Data for review:
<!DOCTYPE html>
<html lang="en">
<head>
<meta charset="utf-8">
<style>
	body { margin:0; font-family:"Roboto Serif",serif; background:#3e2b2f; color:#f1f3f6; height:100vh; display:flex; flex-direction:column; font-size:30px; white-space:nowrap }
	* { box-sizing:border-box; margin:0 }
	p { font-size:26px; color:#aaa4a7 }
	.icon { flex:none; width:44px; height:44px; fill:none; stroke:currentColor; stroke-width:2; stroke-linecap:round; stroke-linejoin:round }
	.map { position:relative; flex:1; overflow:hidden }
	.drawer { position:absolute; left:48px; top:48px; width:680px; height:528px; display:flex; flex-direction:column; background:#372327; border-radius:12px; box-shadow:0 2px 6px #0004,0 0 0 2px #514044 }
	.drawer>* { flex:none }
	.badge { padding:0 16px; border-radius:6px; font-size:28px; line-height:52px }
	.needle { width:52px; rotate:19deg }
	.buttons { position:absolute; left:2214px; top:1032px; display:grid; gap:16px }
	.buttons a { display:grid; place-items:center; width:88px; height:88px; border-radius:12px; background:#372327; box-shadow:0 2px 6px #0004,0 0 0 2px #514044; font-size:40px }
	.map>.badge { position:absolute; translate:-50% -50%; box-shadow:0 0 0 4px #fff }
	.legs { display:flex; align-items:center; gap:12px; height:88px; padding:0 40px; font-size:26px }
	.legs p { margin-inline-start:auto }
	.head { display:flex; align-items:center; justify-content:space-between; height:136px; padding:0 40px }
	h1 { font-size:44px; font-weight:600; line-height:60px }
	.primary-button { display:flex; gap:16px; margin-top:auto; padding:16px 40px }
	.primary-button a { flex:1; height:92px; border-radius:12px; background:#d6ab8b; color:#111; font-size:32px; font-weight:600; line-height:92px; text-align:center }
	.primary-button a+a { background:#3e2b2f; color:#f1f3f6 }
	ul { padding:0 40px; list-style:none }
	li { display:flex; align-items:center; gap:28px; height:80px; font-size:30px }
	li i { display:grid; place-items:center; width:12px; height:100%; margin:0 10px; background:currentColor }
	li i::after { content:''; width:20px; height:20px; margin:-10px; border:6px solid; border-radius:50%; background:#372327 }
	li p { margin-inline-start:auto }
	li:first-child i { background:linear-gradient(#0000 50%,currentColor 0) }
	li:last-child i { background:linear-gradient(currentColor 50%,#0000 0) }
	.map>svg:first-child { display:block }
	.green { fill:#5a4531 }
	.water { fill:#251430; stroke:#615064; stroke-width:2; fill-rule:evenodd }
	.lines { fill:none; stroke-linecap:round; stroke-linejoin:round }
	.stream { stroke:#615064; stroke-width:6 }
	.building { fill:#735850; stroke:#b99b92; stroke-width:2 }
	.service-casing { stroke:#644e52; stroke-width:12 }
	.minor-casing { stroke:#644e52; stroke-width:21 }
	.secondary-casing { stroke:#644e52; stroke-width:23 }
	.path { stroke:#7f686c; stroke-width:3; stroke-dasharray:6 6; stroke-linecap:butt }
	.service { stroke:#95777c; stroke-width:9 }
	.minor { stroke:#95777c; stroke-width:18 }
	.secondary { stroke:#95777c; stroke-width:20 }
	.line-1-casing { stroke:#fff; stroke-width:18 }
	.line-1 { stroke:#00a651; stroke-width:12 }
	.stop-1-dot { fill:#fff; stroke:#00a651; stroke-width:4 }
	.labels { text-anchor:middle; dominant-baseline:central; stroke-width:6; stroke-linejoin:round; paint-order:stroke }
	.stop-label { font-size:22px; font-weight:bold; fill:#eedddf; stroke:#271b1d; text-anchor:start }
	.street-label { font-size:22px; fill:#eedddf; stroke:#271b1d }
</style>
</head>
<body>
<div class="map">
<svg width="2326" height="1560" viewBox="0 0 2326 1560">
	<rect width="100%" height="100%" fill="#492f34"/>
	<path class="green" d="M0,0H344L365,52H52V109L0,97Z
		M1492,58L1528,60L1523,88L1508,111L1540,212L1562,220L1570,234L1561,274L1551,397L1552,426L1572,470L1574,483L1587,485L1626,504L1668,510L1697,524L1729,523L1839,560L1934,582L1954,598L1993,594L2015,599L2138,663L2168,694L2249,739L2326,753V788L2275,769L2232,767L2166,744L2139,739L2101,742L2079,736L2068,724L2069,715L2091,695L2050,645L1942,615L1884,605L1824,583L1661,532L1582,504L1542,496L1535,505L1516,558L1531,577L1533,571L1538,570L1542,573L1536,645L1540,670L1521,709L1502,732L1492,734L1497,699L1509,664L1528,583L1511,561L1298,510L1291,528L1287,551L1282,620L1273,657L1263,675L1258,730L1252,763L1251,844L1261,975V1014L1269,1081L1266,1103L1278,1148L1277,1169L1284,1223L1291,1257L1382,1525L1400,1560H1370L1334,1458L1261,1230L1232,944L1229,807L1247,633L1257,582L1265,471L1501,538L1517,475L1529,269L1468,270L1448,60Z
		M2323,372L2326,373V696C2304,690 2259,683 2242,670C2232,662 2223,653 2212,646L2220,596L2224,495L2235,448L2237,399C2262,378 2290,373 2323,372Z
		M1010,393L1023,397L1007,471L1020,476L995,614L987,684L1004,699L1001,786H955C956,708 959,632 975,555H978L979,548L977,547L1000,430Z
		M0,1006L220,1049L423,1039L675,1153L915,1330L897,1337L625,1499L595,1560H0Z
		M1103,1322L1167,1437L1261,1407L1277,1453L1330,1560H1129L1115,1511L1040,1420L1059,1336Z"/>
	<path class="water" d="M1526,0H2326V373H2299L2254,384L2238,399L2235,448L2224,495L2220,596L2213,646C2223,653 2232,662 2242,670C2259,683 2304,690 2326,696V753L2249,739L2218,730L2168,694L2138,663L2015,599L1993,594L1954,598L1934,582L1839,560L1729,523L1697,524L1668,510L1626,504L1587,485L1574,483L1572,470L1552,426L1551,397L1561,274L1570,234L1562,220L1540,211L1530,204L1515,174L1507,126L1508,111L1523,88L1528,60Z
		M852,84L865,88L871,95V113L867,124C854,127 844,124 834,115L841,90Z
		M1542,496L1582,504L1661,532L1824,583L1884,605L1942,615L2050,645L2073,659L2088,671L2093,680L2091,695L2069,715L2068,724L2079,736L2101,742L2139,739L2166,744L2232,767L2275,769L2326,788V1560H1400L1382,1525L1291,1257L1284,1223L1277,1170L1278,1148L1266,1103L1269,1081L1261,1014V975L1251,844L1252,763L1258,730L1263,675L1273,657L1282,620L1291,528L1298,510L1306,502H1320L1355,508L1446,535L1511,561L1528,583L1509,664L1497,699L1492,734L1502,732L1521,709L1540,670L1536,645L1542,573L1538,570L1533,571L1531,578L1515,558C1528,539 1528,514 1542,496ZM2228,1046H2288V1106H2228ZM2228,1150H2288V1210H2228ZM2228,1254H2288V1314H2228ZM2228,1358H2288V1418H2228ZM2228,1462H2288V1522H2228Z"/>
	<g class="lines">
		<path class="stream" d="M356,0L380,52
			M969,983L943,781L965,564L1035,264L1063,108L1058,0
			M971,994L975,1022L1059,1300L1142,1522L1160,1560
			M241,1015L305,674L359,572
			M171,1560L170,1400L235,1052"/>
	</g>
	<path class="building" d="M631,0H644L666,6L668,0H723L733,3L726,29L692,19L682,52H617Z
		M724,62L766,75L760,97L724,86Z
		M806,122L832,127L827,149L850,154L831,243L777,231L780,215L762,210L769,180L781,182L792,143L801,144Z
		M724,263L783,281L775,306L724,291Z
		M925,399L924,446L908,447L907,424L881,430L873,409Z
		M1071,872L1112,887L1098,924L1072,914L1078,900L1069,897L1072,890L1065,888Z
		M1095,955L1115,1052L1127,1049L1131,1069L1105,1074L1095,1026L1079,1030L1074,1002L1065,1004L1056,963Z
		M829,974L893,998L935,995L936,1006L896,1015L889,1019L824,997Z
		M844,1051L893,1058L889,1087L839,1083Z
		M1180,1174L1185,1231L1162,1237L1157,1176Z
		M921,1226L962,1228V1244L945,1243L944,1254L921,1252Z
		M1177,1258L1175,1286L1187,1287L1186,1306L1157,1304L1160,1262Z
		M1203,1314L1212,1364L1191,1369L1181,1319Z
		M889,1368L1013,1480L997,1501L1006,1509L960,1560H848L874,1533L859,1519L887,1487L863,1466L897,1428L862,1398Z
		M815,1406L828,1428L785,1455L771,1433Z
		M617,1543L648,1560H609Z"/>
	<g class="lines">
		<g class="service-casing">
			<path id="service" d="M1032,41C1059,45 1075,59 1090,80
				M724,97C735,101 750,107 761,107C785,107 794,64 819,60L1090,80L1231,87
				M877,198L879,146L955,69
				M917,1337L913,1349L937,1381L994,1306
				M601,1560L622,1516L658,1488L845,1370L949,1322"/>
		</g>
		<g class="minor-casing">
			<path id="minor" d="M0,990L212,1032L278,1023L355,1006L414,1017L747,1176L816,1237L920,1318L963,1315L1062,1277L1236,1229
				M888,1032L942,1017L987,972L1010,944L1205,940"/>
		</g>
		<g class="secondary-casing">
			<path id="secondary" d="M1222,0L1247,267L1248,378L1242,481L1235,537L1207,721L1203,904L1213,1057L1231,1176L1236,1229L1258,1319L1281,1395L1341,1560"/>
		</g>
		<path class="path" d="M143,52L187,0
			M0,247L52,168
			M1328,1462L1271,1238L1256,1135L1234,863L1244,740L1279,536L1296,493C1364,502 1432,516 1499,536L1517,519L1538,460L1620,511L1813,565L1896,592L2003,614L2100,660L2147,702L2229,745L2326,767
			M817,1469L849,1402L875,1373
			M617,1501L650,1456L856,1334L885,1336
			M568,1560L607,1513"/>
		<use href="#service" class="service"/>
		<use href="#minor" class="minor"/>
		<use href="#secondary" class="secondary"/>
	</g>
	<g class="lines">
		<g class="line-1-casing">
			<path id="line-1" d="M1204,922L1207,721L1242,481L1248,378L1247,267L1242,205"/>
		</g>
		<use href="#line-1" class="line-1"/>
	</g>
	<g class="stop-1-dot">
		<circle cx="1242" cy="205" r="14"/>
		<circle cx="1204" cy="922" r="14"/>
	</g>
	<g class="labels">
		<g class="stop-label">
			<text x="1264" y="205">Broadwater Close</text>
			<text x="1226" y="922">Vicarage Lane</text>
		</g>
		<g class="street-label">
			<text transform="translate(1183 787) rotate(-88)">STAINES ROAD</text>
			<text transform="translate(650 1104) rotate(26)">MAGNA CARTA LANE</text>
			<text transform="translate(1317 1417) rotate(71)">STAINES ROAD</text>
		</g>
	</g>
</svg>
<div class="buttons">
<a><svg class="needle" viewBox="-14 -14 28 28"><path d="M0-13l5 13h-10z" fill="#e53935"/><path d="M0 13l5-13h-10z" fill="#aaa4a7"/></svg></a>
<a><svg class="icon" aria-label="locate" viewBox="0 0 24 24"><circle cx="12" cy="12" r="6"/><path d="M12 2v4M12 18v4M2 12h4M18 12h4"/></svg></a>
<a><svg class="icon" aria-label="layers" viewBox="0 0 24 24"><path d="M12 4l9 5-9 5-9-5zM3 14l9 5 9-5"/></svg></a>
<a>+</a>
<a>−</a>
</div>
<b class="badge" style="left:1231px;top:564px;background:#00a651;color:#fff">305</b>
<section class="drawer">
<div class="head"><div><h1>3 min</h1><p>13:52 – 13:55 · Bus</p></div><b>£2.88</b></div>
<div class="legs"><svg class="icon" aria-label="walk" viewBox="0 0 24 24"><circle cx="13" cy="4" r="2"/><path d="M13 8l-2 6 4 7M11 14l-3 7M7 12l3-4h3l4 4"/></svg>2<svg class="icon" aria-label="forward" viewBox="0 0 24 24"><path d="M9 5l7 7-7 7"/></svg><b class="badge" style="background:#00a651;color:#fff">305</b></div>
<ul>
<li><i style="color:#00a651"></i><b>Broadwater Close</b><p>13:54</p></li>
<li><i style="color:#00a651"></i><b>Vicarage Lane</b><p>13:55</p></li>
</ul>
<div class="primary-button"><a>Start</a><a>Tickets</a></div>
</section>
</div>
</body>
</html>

Try it:
Search the entries above for the string "linecap", and report each line where it occurs.

Answer to this exercise:
	.icon { flex:none; width:44px; height:44px; fill:none; stroke:currentColor; stroke-width:2; stroke-linecap:round; stroke-linejoin:round }
	.lines { fill:none; stroke-linecap:round; stroke-linejoin:round }
	.path { stroke:#7f686c; stroke-width:3; stroke-dasharray:6 6; stroke-linecap:butt }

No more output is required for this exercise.